A bunch of people have written in about In re Rachel L., a California Court of Appeal decision holding that there’s no constitutional right to home-school your children. I read the case a couple of days ago, and checked out other caselaw on the subject. Here’s what I’ve found:
1. It’s pretty well-settled that the parental rights cases — such as Pierce v. Society of Sisters (1925) — don’t secure a right to home-school. This is partly because Pierce seemed to expressly decline to raise such a right, saying, “No question is raised concerning the power of the state reasonably to regulate all schools, to inspect, supervise and examine them, their teachers and pupils; to require that all children of proper age attend some school, that teachers shall be of good moral character and patriotic disposition, that certain studies plainly essential to good citizenship must be taught, and that nothing be taught which is manifestly inimical to the public welfare.”

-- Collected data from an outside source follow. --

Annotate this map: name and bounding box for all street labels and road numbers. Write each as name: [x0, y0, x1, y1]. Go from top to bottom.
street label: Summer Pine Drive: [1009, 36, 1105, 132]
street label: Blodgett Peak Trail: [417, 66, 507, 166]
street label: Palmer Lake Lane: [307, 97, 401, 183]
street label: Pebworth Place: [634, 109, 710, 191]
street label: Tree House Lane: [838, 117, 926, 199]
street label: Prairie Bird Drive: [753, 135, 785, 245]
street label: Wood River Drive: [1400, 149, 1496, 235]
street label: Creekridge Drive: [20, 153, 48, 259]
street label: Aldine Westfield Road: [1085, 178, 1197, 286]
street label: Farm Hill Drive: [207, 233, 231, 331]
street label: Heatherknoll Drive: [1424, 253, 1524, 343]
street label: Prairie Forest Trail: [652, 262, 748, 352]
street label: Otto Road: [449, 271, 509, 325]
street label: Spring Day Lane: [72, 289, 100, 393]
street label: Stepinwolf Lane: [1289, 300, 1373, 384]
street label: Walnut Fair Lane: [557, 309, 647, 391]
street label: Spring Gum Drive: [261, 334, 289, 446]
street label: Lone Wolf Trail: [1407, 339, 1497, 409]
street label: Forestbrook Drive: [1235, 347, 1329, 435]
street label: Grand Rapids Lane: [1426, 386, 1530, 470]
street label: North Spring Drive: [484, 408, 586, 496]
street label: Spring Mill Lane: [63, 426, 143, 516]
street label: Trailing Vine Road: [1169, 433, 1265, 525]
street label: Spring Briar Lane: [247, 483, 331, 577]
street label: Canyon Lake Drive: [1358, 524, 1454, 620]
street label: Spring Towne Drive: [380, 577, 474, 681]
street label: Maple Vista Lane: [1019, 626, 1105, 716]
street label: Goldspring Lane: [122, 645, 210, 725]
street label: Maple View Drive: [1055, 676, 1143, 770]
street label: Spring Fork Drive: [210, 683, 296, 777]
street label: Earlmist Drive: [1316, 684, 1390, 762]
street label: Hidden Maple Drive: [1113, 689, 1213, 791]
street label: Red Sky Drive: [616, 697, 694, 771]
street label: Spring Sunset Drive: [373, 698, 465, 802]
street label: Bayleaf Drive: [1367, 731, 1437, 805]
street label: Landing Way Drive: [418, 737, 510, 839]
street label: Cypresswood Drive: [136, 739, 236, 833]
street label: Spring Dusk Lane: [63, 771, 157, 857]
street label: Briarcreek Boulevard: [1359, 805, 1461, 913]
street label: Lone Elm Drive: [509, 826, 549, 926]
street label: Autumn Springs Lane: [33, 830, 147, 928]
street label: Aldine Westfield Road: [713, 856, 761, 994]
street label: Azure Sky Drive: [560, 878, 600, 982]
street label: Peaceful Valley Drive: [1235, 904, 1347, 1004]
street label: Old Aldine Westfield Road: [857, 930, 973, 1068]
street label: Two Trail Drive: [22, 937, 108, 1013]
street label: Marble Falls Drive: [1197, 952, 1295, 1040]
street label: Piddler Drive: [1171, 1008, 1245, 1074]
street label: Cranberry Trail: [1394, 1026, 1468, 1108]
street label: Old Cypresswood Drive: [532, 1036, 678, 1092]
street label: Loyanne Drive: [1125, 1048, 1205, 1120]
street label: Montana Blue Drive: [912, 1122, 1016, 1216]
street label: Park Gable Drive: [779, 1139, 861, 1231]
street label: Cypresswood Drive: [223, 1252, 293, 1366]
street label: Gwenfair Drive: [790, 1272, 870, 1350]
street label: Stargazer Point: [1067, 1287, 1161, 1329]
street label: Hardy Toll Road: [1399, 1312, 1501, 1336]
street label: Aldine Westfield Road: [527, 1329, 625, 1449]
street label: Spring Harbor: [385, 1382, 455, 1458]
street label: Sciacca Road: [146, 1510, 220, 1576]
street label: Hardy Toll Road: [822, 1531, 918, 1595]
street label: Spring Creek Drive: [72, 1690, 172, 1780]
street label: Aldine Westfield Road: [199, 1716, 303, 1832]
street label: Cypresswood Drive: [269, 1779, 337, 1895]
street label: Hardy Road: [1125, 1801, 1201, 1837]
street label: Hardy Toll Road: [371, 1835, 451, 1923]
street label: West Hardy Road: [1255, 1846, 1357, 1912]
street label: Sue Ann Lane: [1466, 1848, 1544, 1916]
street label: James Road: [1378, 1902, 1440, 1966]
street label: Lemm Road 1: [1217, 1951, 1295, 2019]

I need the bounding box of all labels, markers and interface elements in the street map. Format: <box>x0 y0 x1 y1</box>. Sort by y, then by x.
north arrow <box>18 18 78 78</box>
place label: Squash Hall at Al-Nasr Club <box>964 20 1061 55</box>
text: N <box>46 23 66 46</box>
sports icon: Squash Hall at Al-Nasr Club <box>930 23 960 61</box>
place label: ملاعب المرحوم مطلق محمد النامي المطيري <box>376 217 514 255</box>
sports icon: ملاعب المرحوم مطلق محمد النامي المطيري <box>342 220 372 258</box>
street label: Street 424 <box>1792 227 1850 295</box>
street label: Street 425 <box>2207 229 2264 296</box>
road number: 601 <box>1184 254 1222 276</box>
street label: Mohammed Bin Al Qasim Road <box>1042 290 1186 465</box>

Now perhaps this should just be taken literally to mean that the Court wasn’t deciding this question. Or perhaps “require[ments] that all children of proper age attend some school” should — as a constitutional matter — be satisfied by a showing that the child is “attend[ing]” a home school that is allowing the child to perform at or beyond grade level. Or perhaps the means for regulating home schooling (such as tests that show a student’s progress) are much more advanced now than they were then, and that regulated home schooling is a “less restrictive alternative” that would still accomplish the government interest in making sure children are adequately educated. But as best I can tell, all the appellate courts dealing with the subject have taken the view that bans on home schooling (or requirements that only people with suitable teaching credentials may home-school) are constitutional under Pierce. This has certainly been the constitutional rule recognized by California courts for 50 years; In re Rachel L. relies on a California appellate precedent from 1953.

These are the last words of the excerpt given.